Femme belge d’origine marocaine
vivant avec ses 4 enfants dans le quartier
depuis 2 ans

Heyvaert constitue depuis des décennies une porte d’entrée de ville pour les primo-arrivants. Certains arrivent à Heyvaert par hasard. La proximité de la gare internationale du Midi joue ici un rôle indéniable.
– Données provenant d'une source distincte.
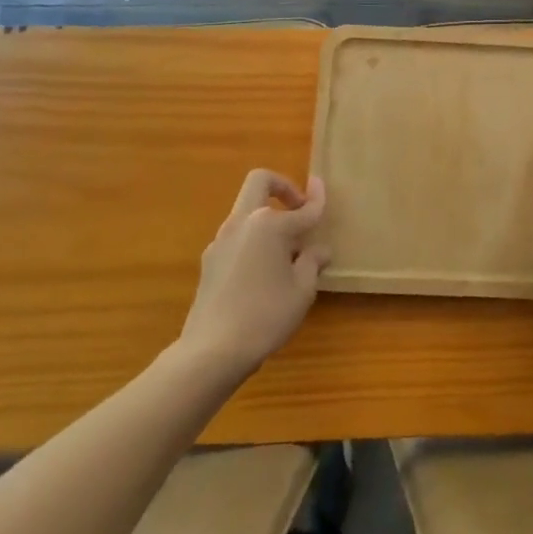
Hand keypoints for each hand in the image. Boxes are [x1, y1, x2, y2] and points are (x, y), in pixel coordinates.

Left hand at [180, 170, 329, 372]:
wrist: (212, 350)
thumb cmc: (266, 315)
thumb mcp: (302, 290)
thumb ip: (312, 262)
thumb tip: (318, 250)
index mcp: (270, 225)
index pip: (303, 208)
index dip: (317, 198)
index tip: (322, 186)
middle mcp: (243, 222)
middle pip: (260, 182)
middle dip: (282, 186)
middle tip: (298, 207)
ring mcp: (222, 240)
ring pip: (247, 209)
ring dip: (267, 216)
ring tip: (286, 250)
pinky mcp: (210, 260)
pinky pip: (237, 236)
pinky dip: (254, 239)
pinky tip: (264, 270)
« Je suis arrivé comme tout le monde, c’était en 2006, j’ai commencé à m’intégrer comme tout le monde, quand je suis arrivé je suis passé un peu partout. Je suis passé en Italie, j’ai fait quelques jours là-bas puis chez un ami à Paris puis je suis descendu à la gare du Midi. Je ne connaissais personne à Bruxelles et j’ai dit : ‘je vais aller comme ça et je vais m’installer là où on pourrait m’accepter’. Je ne connaissais rien du quartier, je suis venu comme ça. La première nuit, je l’ai passé ici, y a quelqu’un qui m’a hébergé chez lui. On a sympathisé, moi j’étais musulman et lui c’était un chrétien engagé. Il était engagé et c’est ça aussi le quartier. J’ai pris un risque, je n’étais pas sûr de rencontrer cette personne mais la vie elle-même elle est dangereuse. »

Ivoirien travaillant dans le commerce
de voitures d’occasion et vivant
depuis une petite dizaine
d’années dans le quartier

Beaucoup atterrissent à Heyvaert via le tissu social, des relations familiales, un réseau communautaire mais aussi en raison de la réputation d’un quartier où l’on a plus de chances de trouver une connaissance, un coup de main, un logement ou un travail.
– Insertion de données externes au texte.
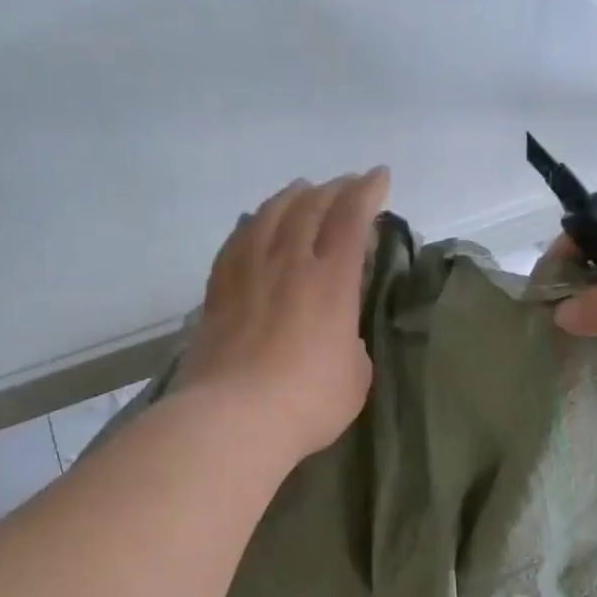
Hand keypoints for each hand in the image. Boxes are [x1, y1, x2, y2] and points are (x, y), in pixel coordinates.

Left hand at [180, 168, 390, 462]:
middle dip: (333, 189)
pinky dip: (252, 224)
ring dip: (291, 197)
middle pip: (310, 207)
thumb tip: (337, 334)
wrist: (234, 418)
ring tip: (301, 192)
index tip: (379, 177)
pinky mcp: (217, 291)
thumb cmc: (308, 402)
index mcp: (331, 280)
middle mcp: (288, 263)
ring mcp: (247, 273)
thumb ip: (350, 343)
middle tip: (346, 185)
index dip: (368, 191)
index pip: (351, 218)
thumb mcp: (355, 376)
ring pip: (268, 215)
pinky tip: (254, 224)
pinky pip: (236, 241)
« Le quartier, vous savez sociologiquement, est composé de populations immigrées et les Africains, ils se regroupent par rapport à là où il y a une forte présence de leur communauté d’origine, les Nigériens n’y dérogent pas, donc quand ils arrivent, ils vont là où ils sont sûrs de trouver un ami, une sœur qu’ils connaissent, ceux qui connaissent l’endroit qui vont vous aider ou vous héberger et finalement de l’hébergement d’une semaine, de l’hébergement de deux, trois ou huit jours, parfois ça devient quasi définitif. »
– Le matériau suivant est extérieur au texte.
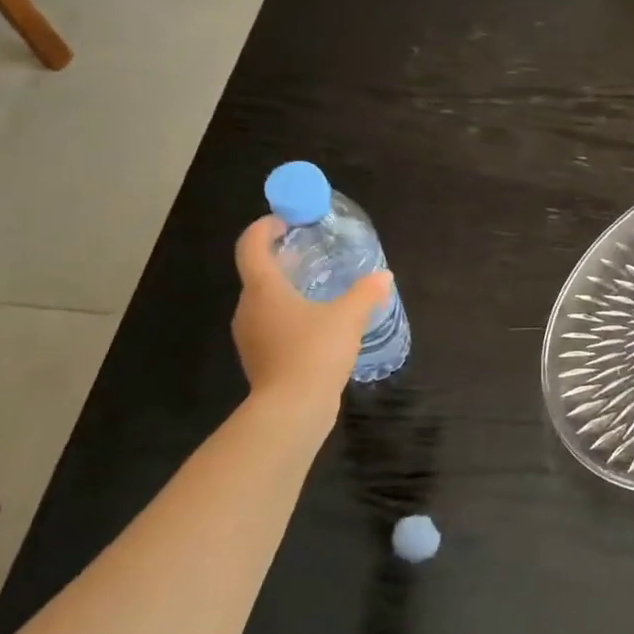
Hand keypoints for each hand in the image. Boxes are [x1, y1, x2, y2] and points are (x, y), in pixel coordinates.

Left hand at [231, 218, 393, 402]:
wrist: (292, 410)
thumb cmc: (314, 352)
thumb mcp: (348, 318)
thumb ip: (366, 293)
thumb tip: (384, 276)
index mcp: (263, 289)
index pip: (250, 246)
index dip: (264, 228)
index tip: (285, 222)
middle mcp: (249, 308)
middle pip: (257, 274)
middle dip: (280, 260)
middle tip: (310, 255)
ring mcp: (250, 337)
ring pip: (263, 303)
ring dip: (285, 292)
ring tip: (318, 292)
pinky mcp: (259, 360)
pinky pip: (271, 328)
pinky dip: (288, 318)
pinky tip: (316, 328)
Nigérien de 45 ans installé à Heyvaert
depuis une dizaine d’années

Pour les primo-arrivants, les anciens migrants compatriotes jouent le rôle de guide et d’alliés de circonstance. Ces arrangements sociaux compensent le manque de ressources économiques des arrivants.

« Les anciens, les gens qui vous ont précédé dans le quartier, les gens qui maîtrisent tout le quartier, qui te guident, qui te conseillent sur les choses à faire et celles à ne pas faire. Les plus importants, ce sont les anciens… Je crois que tout arrivant est censé connaître ce quartier parce que c’est ici que tu vas voir tes compatriotes qui vont te guider. Même si tu n’as rien à faire, on te dit va sur la route, tu es obligé de venir voir tes compatriotes, pour faire des connaissances, tous les arrivants africains en Belgique doivent connaître ce quartier, c’est indispensable. »

Artiste nigérien de 40 ans arrivé
depuis quelques mois à Heyvaert

« Quand j’étais à Liège, je ne connaissais personne. Quand je me levais, c’était pour aller au travail et le soir si je sors du boulot c’est pour rentrer chez moi. Ici je peux dire qu’il y a un réseau avec les commerçants nigériens qui viennent de temps en temps et si j’ai besoin d’envoyer quelque chose comme les téléphones portables ou les PC, c’est eux que je vais voir, ils me les ramènent à la famille alors qu’à Liège je n’avais pas cette possibilité. »

Locataire

La présence du commerce de voitures aimante vers le quartier une large population subsaharienne.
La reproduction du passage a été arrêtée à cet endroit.